The Sunday comics were good this week. First, there’s a perfect illustration of my definition of marriage in 9 Chickweed Place. As far as I’m concerned, Edda and Amos already are married; any ceremony they choose to have is gravy. (Given who’s speaking, I’m fairly sure they will choose to have one eventually. But I think they do have a fairly good shot at growing old together.)
And then there’s this in Doonesbury. How to help a woman begin to heal from sexual assult: take her seriously as a very competent human. (Especially in this case, where she was assaulted by a superior officer, ruining her career and depriving her unit of a very skilled mechanic.)

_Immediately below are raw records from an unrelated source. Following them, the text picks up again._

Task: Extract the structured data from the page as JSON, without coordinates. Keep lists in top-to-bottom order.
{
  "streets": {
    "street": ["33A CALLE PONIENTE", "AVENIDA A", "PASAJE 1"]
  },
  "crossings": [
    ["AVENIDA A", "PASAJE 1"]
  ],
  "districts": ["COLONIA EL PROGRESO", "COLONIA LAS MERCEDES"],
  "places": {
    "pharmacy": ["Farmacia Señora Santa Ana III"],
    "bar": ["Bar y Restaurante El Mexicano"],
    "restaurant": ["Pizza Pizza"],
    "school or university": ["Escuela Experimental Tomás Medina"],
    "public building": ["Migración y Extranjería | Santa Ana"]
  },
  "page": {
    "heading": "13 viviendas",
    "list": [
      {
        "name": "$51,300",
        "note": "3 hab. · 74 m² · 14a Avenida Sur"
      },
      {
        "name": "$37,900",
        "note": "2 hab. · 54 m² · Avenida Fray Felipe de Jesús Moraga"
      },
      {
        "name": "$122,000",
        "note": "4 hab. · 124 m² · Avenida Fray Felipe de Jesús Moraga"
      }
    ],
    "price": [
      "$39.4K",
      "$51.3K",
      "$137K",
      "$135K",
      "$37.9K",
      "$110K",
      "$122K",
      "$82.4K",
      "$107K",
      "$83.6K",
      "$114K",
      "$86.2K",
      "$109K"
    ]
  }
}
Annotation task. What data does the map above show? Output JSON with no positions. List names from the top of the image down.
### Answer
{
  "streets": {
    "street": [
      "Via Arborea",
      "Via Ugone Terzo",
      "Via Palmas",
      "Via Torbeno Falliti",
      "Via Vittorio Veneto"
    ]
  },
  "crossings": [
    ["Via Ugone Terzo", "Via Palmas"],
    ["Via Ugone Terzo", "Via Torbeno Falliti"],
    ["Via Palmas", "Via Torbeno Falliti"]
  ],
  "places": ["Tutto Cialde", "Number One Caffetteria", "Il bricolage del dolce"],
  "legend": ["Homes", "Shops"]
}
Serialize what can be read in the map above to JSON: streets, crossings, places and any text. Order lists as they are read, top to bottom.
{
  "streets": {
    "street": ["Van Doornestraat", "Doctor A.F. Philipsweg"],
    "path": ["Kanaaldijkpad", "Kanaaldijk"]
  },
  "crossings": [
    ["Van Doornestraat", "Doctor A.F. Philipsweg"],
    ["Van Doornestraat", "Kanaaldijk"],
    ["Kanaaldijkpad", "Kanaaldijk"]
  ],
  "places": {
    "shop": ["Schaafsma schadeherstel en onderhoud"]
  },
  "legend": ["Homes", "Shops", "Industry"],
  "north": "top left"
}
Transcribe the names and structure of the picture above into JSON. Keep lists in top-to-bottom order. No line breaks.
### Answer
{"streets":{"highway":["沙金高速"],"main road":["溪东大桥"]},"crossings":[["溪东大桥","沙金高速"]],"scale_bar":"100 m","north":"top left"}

Last night was a bit rough; after I went to bed I realized that it was the first time I’d slept alone at home since we gave the cat away, which means the first night I’ve stayed completely alone at home since about early April of 1989. It’s probably a fairly sad commentary that my initial result was to get up and blog about it to LJ (because there’s more community and commentary there than here). Getting a few comments back did help, and so did putting on a long flannel nightgown. (If you can’t snuggle up to a warm fuzzy, the next best thing is to be one.) I slept extremely well until woken up at 4AM by a mosquito buzzing around.
I brought in brownies this morning, having finally found a mix. A coworker just asked for the recipe. It actually took some time to explain “Buy mix. Add eggs, oil, and water per directions. Bake, also as per directions.” His wife is an excellent cook – I know because he brought in some homemade pickles, much like kim chi – but I think baking is just not a normal part of local cuisine.
And there’s only one problem with the hairstyle I posed yesterday: I leave the house each morning with my hair still wet. I don’t really like putting it up wet; it stays better but doesn’t dry with as much volume, and it’s the softer look I like about the style. It’s mostly dry by the time I get to work, even here, one advantage to fine hair with enough curl to separate itself; maybe one day I’ll bring a ponytail band and a few bobby pins and just put it up at work.